It has 3 connectors (A, B, C); each connector has two wires (A1,A2; B1,B2; C1,C2); it can be rotated (0, 90, 180, 270 degrees); two gadgets X and Y, can be linked together (one connector of X is joined with one connector of Y); the wires used to link the T-gadgets cannot overlap.

A signal is propagated on the wires; and it can use 1 or 2 connectors to traverse a T-gadget. Suppose that it enters through wire A1, then it can:

  1. go back through wire A2, OR
  2. choose among connector B or C - suppose that it chooses connector B; then it can exit the gadget through wire B1, re-enter through B2 and exit again through A2

When a signal enters a gadget and exits from the same connector, the gadget is "activated".

Possible traversals of a T-gadget:
(OUT) - A1 - A2 (OUT)
(OUT) - A1 - B1 - (OUT) - B2 - A2 - (OUT)
(OUT) - A1 - C1 - (OUT) - C2 - A2 - (OUT)
(OUT) - B1 - B2 (OUT)
(OUT) - B1 - A1 - (OUT) - A2 - B2 - (OUT)
(OUT) - B1 - C1 - (OUT) - C2 - B2 - (OUT)
(OUT) - C1 - C2 (OUT)
(OUT) - C1 - B1 - (OUT) - B2 - C2 - (OUT)
(OUT) - C1 - A1 - (OUT) - A2 - C2 - (OUT)

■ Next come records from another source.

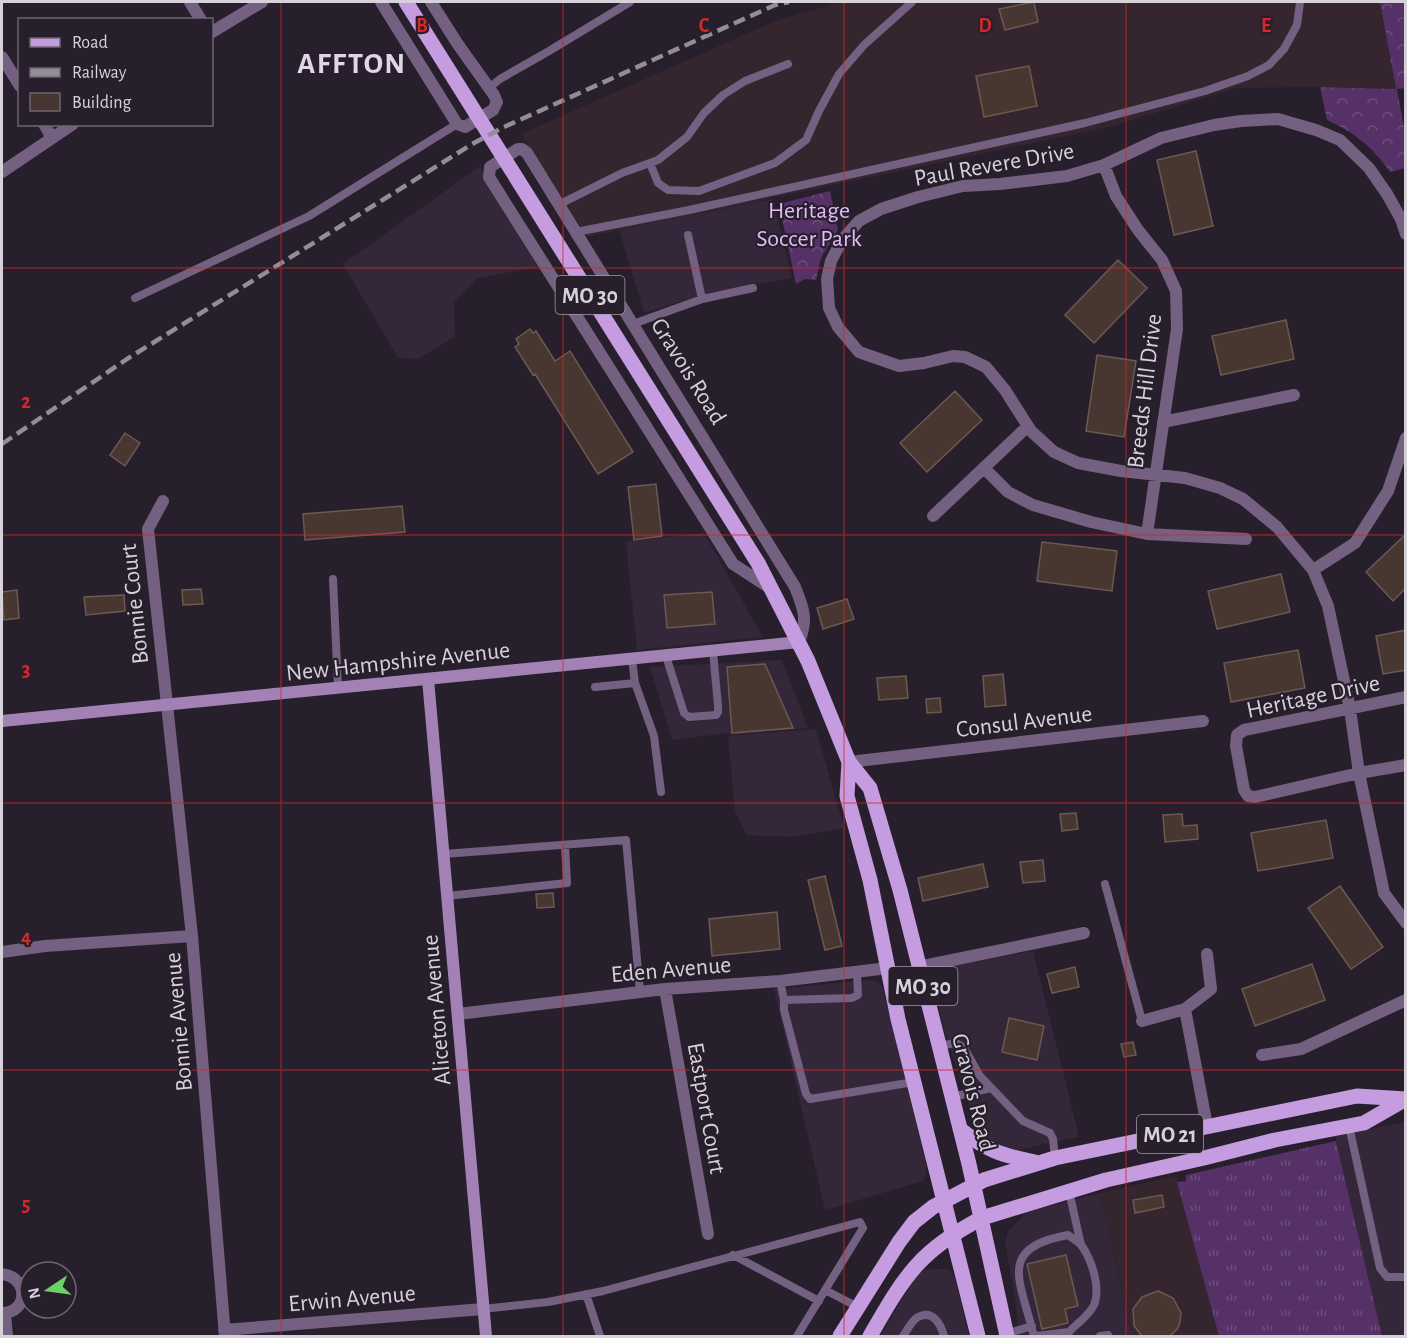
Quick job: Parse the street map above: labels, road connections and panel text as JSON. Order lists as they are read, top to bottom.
{
  "streets": {
    "main road": ["MO 30", "Gravois Road", "MO 21"],
    "street": [
      "Paul Revere Drive",
      "Breeds Hill Drive",
      "Bonnie Court",
      "New Hampshire Avenue",
      "Heritage Drive",
      "Consul Avenue",
      "Eden Avenue",
      "Aliceton Avenue",
      "Bonnie Avenue",
      "Eastport Court",
      "Erwin Avenue"
    ]
  },
  "crossings": [
    ["Paul Revere Drive", "Breeds Hill Drive"],
    ["Paul Revere Drive", "Heritage Drive"],
    ["Gravois Road", "New Hampshire Avenue"],
    ["Gravois Road", "Consul Avenue"],
    ["Gravois Road", "Eden Avenue"],
    ["Gravois Road", "MO 21"],
    ["Bonnie Court", "New Hampshire Avenue"],
    ["Bonnie Court", "Bonnie Avenue"],
    ["New Hampshire Avenue", "Aliceton Avenue"],
    ["New Hampshire Avenue", "Bonnie Avenue"],
    ["Eden Avenue", "Aliceton Avenue"],
    ["Eden Avenue", "Eastport Court"],
    ["Aliceton Avenue", "Erwin Avenue"],
    ["Bonnie Avenue", "Erwin Avenue"]
  ],
  "districts": ["AFFTON"],
  "parks": ["Heritage Soccer Park"],
  "legend": ["Road", "Railway", "Building"],
  "north": "left",
  "grid": {
    "columns": [
      "B",
      "C",
      "D",
      "E"
    ],
    "rows": [
      "2",
      "3",
      "4",
      "5"
    ]
  }
}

The signal starts on wire A1 of a gadget (with connector A unlinked) and must return to A2.

Question: is the problem: "Given a set of T-gadgets linked together, does exist a path that activates all of them?" $NP$-complete?

If we omit option 1 (go back through wire A2) I think that the problem is $NP$-complete (through reduction from Hamiltonian path problem on cubic planar graphs).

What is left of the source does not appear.